> [About this task] Tally the lines below containing the word "road" and give that total alone.
··· Source information
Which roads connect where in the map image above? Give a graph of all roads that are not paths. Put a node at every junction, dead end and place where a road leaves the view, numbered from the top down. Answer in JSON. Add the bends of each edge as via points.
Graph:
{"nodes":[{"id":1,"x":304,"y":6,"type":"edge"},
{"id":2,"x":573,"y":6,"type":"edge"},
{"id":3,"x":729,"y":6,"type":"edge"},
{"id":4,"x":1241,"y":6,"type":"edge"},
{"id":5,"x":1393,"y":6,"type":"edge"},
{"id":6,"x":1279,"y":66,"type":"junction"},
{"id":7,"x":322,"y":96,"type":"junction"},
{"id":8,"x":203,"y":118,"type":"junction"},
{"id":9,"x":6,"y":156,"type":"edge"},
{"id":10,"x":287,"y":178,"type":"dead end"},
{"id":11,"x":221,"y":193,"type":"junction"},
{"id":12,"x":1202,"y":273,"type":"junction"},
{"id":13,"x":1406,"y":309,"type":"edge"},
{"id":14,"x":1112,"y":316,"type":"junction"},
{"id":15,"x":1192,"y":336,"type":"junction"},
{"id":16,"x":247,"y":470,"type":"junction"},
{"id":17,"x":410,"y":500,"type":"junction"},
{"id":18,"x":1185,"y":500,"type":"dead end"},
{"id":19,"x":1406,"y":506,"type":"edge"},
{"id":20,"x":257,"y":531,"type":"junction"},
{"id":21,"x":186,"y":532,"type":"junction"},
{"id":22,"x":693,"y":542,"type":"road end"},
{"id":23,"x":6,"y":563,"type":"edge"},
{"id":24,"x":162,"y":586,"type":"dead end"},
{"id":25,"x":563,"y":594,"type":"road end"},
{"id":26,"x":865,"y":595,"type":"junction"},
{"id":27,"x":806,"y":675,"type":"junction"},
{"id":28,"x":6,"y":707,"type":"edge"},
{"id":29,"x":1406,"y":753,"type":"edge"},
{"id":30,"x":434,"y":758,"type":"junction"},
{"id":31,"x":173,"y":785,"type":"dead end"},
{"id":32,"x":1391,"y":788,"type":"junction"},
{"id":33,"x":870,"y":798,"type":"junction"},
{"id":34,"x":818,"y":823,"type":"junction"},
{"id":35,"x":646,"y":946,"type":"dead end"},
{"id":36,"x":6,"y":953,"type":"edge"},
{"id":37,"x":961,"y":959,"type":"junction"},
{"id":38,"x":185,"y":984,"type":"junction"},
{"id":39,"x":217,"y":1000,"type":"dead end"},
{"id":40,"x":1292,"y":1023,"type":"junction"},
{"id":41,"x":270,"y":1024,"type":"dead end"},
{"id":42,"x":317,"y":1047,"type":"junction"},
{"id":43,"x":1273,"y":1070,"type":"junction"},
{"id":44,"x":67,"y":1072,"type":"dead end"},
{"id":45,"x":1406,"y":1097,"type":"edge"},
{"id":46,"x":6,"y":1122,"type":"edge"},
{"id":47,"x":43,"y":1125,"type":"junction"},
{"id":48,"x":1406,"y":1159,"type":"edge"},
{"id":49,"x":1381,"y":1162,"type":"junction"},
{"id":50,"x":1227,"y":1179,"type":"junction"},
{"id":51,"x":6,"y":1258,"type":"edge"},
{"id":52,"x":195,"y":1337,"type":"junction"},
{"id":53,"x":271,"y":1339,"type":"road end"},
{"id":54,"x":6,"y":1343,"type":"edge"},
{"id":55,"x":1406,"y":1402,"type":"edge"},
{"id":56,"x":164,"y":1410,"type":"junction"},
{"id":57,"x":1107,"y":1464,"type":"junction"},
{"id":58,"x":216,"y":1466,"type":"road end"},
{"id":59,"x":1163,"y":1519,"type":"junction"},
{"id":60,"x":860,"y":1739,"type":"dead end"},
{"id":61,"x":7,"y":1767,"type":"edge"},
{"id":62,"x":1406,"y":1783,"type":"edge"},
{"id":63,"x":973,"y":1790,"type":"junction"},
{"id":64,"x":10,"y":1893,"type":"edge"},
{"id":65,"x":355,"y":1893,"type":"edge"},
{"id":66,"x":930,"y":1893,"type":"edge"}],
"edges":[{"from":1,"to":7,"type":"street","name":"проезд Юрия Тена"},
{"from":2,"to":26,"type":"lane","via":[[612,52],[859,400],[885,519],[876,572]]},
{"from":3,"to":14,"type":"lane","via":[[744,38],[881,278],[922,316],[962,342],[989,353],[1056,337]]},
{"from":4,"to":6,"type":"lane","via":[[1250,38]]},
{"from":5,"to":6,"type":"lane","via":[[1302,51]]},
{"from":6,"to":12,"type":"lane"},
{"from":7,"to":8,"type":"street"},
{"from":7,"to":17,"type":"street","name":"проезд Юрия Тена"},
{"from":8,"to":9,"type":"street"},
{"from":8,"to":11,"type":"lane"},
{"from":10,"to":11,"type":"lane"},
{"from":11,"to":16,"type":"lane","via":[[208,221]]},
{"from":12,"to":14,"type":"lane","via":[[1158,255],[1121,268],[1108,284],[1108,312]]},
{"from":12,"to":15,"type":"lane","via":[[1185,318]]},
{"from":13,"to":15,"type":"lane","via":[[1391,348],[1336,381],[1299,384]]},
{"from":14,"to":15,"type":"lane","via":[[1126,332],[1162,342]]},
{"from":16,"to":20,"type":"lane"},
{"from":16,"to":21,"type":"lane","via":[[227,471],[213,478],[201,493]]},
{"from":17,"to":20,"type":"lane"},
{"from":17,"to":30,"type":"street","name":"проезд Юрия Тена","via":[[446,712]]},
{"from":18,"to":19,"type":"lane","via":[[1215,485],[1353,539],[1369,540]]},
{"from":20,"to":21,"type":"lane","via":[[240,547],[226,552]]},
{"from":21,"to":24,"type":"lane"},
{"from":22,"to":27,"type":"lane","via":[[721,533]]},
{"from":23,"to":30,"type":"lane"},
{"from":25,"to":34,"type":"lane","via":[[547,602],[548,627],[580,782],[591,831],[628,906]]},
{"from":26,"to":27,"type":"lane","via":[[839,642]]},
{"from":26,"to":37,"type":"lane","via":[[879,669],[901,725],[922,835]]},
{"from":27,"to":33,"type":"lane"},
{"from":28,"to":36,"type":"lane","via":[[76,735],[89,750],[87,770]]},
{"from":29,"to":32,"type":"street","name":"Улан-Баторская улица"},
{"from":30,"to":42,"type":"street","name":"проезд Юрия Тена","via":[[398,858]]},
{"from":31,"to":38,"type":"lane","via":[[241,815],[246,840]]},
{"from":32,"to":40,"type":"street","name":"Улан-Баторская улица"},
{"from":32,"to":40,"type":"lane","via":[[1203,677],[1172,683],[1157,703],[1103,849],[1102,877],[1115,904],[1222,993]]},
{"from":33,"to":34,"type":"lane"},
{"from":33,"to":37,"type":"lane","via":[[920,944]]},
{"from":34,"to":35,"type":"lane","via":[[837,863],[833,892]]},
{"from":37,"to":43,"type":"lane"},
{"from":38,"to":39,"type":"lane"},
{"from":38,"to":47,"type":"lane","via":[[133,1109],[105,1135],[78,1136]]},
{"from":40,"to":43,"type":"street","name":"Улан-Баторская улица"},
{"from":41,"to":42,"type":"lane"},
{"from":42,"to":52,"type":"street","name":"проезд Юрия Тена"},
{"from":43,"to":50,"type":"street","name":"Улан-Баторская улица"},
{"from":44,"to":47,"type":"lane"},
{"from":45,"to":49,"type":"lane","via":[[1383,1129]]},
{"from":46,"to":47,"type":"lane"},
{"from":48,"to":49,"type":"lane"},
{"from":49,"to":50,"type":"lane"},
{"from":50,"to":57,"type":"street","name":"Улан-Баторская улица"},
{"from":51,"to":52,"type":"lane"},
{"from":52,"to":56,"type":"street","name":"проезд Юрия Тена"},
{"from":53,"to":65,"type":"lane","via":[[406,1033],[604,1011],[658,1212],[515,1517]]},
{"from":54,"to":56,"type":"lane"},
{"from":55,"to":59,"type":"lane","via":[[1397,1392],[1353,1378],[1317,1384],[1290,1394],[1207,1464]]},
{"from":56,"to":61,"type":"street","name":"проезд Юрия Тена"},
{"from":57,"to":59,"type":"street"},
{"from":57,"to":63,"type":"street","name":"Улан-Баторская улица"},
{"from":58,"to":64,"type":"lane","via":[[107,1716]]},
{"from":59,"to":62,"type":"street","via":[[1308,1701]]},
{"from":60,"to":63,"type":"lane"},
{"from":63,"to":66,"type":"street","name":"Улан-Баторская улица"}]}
······
> [Exercise output] 5